**ABOUT THIS EXERCISE**.
Comb the records below for the string "from" and copy each line where it turns up.

**THE DATA**.
Start of Block
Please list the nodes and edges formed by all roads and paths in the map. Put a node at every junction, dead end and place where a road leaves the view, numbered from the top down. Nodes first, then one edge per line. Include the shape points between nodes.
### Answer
End of Block
Start of Block
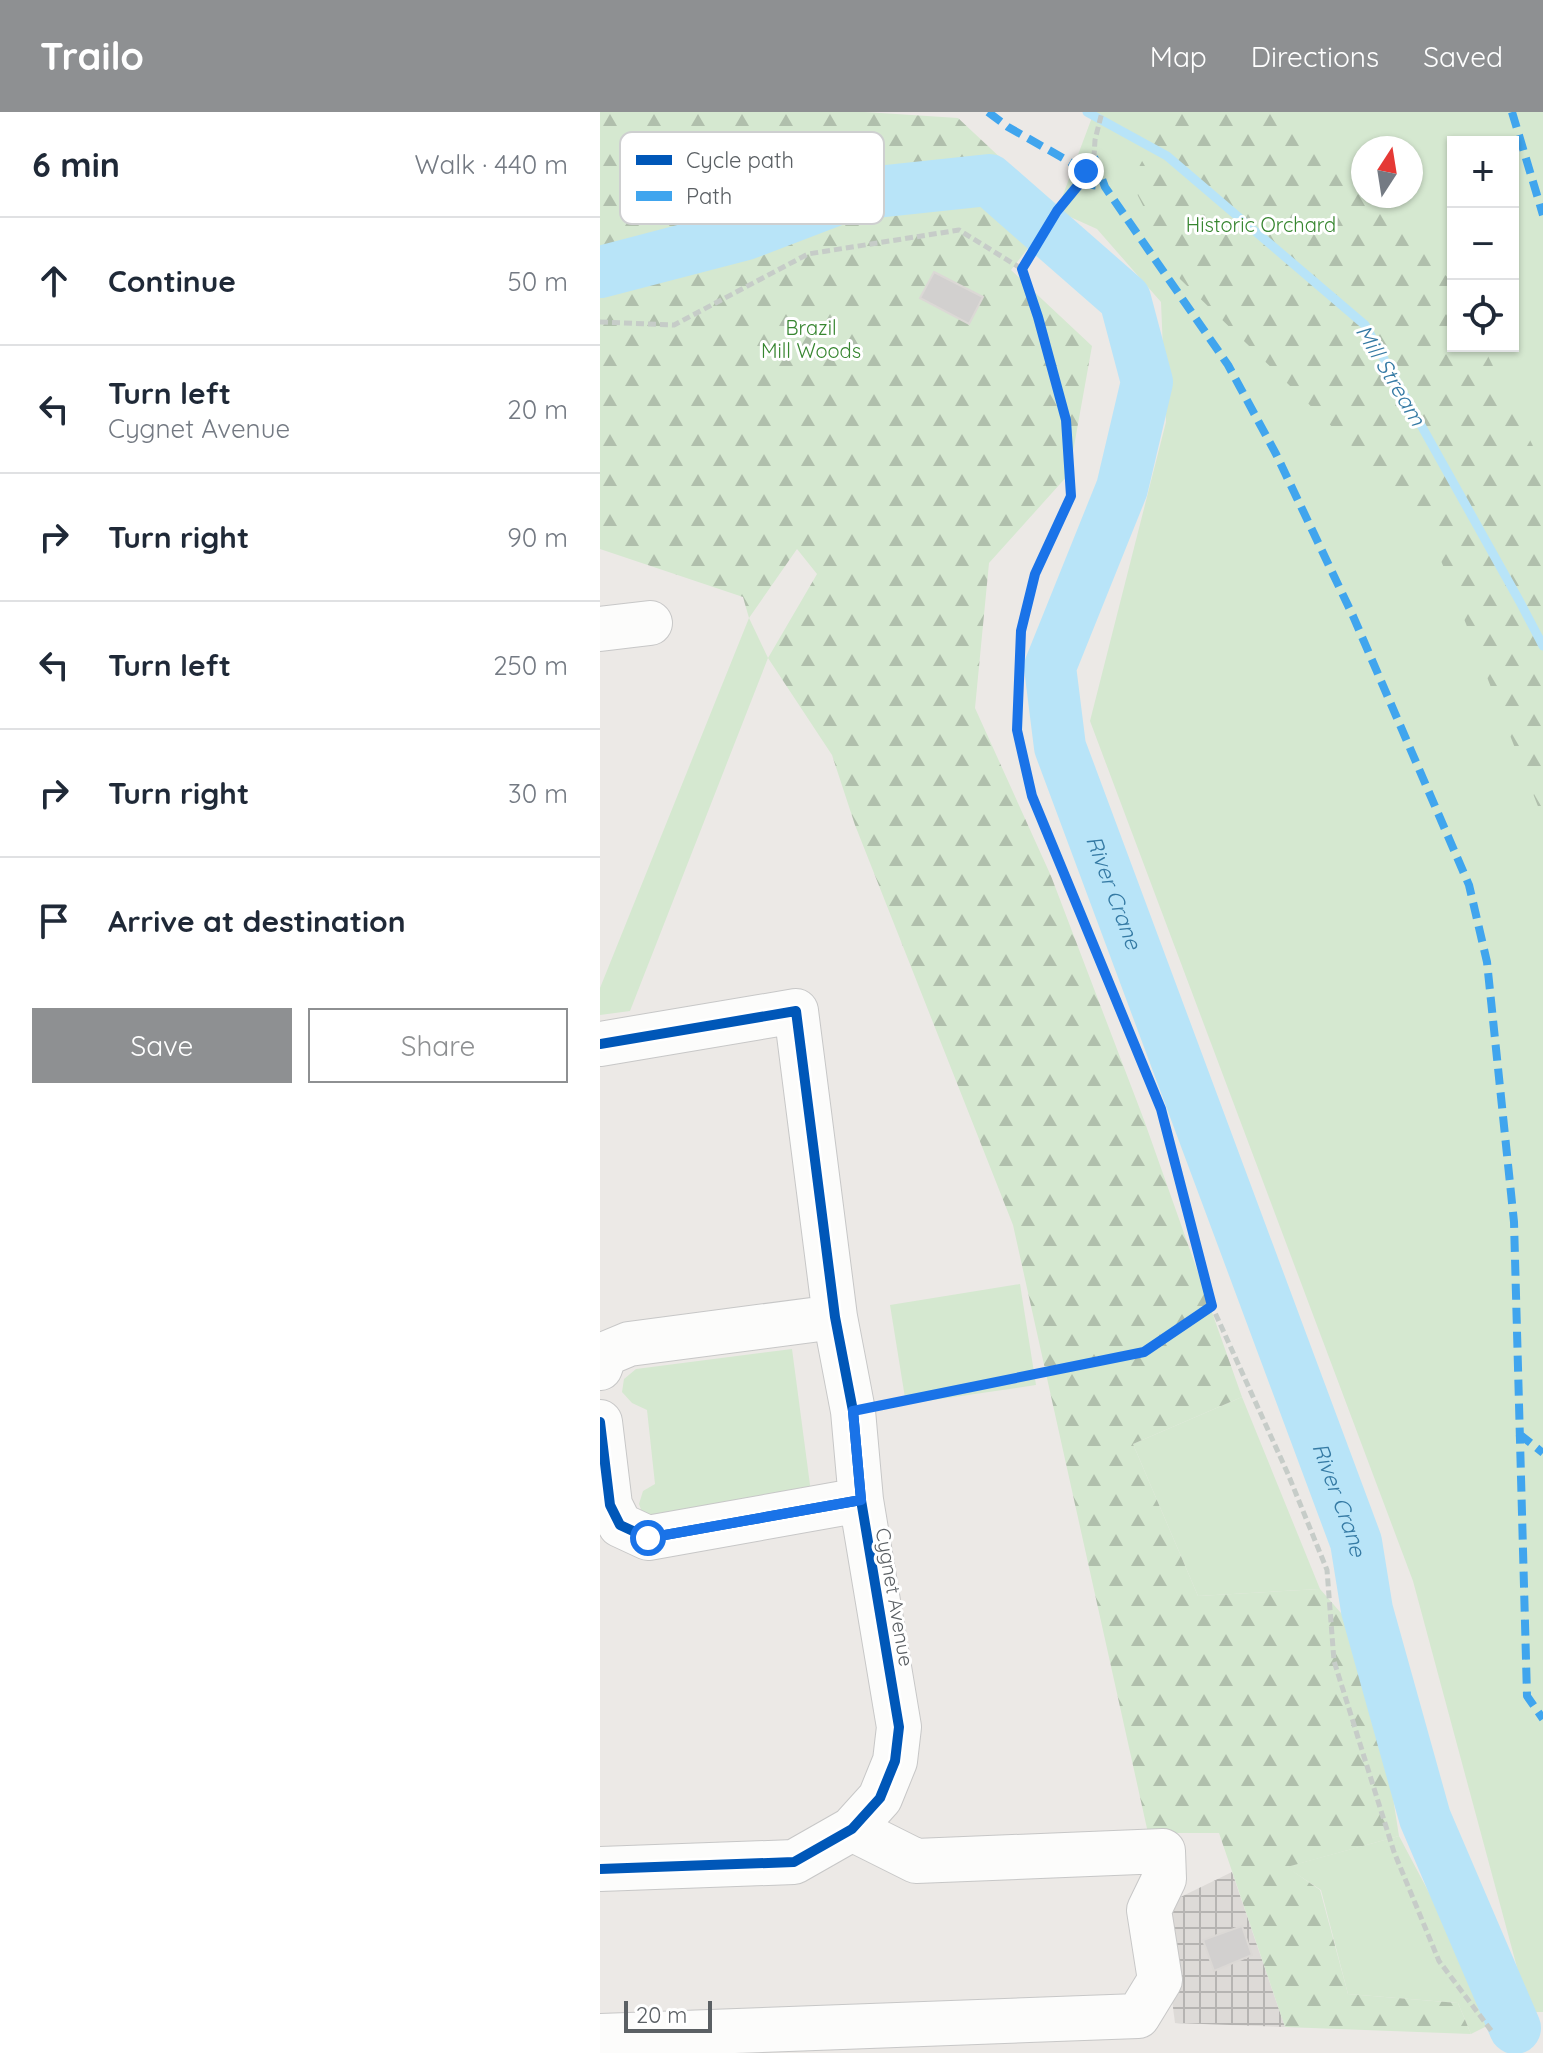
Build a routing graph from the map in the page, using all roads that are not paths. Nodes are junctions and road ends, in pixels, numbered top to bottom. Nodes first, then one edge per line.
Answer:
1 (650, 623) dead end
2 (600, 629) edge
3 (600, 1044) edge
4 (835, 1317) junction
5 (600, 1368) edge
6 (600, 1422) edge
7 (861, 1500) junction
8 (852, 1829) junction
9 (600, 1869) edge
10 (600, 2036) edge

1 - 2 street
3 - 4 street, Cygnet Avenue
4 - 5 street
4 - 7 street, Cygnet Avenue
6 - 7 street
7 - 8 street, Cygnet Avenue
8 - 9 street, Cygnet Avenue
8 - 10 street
End of Block
Start of Block
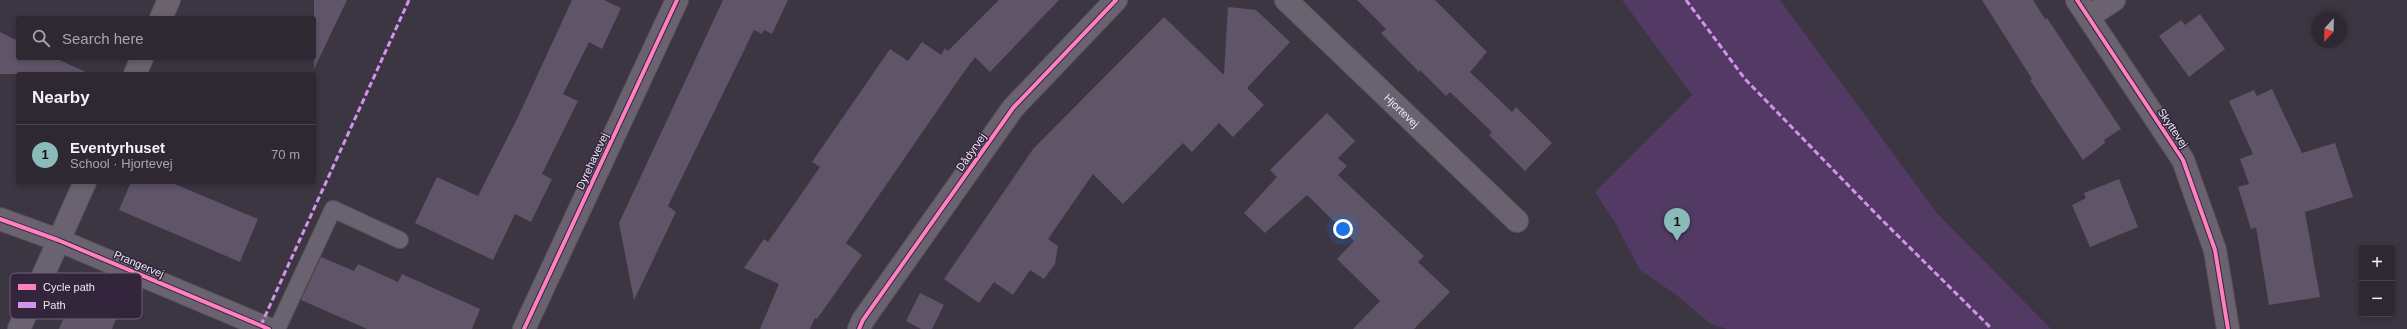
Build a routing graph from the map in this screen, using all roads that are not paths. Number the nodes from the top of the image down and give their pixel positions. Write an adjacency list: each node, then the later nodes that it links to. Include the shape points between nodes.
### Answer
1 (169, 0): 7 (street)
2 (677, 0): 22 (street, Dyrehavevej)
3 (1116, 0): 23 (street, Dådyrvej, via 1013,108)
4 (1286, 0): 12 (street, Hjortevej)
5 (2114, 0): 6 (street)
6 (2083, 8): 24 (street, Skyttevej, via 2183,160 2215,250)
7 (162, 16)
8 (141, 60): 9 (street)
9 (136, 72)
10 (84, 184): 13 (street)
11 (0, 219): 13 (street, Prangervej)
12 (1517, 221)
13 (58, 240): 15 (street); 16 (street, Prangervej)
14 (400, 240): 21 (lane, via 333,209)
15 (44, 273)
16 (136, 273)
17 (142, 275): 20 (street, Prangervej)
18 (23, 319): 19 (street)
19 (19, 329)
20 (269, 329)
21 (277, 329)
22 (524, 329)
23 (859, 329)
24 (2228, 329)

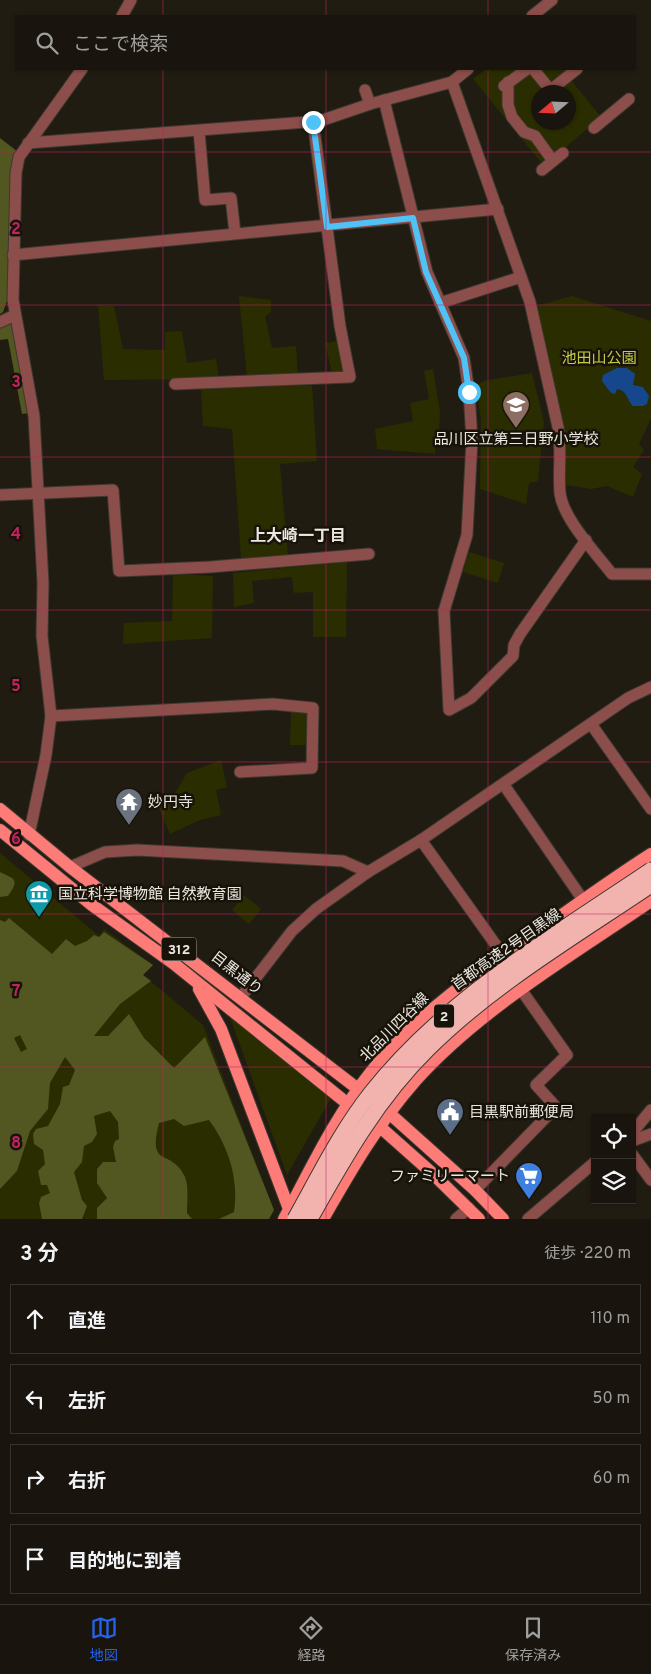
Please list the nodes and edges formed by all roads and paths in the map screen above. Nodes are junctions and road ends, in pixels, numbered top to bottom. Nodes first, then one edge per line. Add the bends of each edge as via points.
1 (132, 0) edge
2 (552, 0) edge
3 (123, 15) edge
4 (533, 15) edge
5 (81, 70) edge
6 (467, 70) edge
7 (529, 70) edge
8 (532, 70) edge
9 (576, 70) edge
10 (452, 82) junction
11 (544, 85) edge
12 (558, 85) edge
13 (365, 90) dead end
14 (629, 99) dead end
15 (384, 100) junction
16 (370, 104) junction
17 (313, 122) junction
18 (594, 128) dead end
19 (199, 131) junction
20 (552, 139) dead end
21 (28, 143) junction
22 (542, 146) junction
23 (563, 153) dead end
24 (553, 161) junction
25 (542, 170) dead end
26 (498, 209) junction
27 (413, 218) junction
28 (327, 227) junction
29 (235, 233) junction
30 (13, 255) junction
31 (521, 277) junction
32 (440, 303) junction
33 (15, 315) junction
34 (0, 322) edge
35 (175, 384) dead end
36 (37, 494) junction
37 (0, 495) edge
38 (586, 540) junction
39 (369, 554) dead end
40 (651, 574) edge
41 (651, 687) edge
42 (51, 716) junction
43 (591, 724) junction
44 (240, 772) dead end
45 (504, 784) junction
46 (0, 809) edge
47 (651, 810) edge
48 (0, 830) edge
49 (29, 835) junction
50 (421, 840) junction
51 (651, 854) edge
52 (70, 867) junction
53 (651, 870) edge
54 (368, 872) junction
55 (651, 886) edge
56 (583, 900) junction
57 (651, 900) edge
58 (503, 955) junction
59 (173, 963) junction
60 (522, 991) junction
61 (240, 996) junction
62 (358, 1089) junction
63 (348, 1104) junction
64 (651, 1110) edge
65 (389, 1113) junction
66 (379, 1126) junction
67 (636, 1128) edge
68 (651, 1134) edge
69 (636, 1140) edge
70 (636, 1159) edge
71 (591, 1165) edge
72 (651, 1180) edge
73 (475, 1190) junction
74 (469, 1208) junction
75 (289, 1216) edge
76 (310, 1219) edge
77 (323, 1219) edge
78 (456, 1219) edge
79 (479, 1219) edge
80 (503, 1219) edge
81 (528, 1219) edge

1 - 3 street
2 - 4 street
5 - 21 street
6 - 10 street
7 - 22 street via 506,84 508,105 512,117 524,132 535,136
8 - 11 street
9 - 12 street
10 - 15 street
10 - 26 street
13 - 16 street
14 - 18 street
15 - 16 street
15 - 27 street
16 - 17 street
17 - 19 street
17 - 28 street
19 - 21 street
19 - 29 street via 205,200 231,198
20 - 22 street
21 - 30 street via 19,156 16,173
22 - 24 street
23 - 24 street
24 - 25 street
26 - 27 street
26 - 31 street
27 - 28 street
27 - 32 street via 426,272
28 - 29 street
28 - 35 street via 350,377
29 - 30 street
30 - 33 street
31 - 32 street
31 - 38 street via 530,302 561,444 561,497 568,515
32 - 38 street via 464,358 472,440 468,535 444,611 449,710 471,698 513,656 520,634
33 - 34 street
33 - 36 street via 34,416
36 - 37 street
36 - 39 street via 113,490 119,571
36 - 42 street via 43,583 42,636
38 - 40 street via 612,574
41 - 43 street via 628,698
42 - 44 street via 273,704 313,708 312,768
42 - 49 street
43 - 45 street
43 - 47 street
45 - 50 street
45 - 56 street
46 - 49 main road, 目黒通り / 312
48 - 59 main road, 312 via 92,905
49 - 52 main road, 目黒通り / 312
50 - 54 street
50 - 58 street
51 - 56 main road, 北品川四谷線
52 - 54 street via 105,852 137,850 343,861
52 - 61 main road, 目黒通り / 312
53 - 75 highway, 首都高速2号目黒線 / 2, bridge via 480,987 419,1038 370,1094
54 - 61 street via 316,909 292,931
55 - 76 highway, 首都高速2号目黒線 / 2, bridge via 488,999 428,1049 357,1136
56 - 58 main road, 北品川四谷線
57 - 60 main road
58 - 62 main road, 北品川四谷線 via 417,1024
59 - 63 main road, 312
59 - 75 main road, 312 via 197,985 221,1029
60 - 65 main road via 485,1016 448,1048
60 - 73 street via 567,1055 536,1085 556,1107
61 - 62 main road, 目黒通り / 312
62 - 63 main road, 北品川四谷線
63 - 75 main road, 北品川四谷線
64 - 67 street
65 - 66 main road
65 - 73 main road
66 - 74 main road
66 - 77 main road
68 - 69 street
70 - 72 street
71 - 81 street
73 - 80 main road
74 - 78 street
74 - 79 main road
End of Block
**WRITTEN REPLY**.
Please list the nodes and edges formed by all roads and paths in the map. Put a node at every junction, dead end and place where a road leaves the view, numbered from the top down. Nodes first, then one edge per line. Include the shape points between nodes.
Build a routing graph from the map in the page, using all roads that are not paths. Nodes are junctions and road ends, in pixels, numbered top to bottom. Nodes first, then one edge per line.
Build a routing graph from the map in this screen, using all roads that are not paths. Number the nodes from the top of the image down and give their pixel positions. Write an adjacency list: each node, then the later nodes that it links to. Include the shape points between nodes.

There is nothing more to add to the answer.